世界の非ネイティブエリートたちは、多義語を駆使することで、効率的に英語の表現の幅を広げています。

英語の多義語は、状況に応じて異なる意味を持つため、ひとつの単語をさまざまな文脈で使い回せる便利さがあります。

例えば、undergoは「経験する」や「受ける」という意味を持つTOEICの頻出単語です。

Employees will undergo training sessions next week.は「従業員は来週トレーニングセッションを受けます」という意味ですが、undergoは困難なことを経験するニュアンスが強いため、トレーニングが少し負担のようにネガティブに聞こえる可能性があります。

また、聞き手がundergoの意味を理解していない場合、円滑なコミュニケーションが難しくなる恐れがあります。

そこで、同じニュアンスを持つhaveで言い換えることで、トレーニングの目的を前向きに表現でき、日常的で親しみやすい単語をあえて使うことで、聞き手が理解しやすくシンプルに意図を伝えることができます。

このように中学レベルの簡単な単語を効果的に使いこなすことで、一つの単語から多くのニュアンスを引き出し、相手との会話をより簡潔かつ的確に進めることができるようになります。

このスキルは、英語が母語でないエリートたちが、効率よく英語で活躍するための大きな武器となっているのです。

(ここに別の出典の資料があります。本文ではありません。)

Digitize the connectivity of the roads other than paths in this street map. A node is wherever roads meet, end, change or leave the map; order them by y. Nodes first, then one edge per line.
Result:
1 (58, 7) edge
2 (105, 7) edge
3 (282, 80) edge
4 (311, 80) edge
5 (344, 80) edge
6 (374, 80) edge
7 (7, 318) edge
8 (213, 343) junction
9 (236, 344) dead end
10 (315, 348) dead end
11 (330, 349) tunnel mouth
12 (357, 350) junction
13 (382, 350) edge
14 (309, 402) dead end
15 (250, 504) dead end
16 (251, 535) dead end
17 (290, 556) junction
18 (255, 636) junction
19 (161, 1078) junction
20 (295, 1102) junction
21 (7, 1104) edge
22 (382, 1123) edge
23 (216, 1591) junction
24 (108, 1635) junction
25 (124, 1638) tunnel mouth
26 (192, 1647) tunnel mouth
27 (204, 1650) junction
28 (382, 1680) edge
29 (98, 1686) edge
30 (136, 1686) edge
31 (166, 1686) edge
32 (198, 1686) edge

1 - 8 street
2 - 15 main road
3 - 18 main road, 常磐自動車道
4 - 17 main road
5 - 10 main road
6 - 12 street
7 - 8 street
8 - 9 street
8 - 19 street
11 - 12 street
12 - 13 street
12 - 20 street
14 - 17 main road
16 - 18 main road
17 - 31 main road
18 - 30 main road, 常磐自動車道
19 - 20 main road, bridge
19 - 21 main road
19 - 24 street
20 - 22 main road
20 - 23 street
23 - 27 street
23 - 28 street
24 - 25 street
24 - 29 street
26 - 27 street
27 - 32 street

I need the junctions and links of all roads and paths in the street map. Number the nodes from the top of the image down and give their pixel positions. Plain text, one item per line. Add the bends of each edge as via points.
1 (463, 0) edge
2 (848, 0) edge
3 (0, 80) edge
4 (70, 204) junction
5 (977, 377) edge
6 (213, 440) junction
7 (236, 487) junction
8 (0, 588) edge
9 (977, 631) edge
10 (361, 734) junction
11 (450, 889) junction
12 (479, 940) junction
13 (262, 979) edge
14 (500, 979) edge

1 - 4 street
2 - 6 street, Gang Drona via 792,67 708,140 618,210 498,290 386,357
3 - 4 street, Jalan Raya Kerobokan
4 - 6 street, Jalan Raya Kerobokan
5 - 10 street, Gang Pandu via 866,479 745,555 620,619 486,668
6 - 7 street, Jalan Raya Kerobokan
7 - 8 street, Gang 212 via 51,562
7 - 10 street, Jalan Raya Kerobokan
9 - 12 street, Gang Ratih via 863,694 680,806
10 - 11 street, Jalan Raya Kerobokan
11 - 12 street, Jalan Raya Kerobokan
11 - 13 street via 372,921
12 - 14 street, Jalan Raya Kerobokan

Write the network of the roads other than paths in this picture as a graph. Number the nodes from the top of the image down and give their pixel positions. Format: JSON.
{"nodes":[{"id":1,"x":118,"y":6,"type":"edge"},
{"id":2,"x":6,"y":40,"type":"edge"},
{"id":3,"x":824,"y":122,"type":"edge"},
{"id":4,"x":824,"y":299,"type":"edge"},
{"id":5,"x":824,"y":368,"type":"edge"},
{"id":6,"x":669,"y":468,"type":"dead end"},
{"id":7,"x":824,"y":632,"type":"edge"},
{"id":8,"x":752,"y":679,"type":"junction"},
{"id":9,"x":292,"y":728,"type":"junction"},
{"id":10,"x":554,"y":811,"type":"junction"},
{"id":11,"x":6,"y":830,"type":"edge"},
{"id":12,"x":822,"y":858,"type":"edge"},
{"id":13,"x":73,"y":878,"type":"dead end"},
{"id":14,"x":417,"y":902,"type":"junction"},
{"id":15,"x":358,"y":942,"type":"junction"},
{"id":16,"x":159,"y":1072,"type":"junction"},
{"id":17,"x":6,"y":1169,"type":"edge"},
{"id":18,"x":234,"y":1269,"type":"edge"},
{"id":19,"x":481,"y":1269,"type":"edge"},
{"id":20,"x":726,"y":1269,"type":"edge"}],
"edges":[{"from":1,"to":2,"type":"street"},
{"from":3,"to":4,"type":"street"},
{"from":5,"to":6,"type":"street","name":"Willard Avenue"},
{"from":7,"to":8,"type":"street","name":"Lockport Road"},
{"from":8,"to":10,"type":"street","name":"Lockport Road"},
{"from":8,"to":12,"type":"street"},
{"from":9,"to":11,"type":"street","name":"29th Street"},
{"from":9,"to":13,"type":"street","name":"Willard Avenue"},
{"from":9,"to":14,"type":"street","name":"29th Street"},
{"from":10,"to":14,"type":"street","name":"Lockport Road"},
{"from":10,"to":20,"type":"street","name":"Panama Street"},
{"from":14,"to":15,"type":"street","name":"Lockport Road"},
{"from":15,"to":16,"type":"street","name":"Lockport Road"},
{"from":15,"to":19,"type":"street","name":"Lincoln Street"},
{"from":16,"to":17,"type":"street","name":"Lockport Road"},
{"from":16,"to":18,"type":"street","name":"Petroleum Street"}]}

haveとlastを使った非ネイティブエリート流の表現を紹介していきます。

「have」所有する、持っている、開催する…

主に「持っている」という意味で知られている「have」。しかし、実はhaveはこんなにもたくさんの意味があり、難しい単語を使うよりも、この一つでとても応用が利く単語なのです。1つずつ見ていきましょう。

コアイメージ:自分の領域内に持っている

haveは皆さんが知っているとおり、「所有する」の意味があります。その他に「(スキルを)持っている」「開催する」「含む」など、「持つ」イメージから想起される意味を、いくつも同時に備えています。「持つ」という状態を大きく捉え、そこから派生する「患う」「経験する」など、広い用途にも使えます。

表現できる意味①:所有する(own)

haveが表現できる最初の意味は「所有する」。難しい単語はownです。own以外に、haveにも所有するという意味があるので、このWe have a new office building.で言い換えることができます。

「私たちは新しいオフィスビルを所有しています」
難単語 We own a new office building.

言い換え We have a new office building.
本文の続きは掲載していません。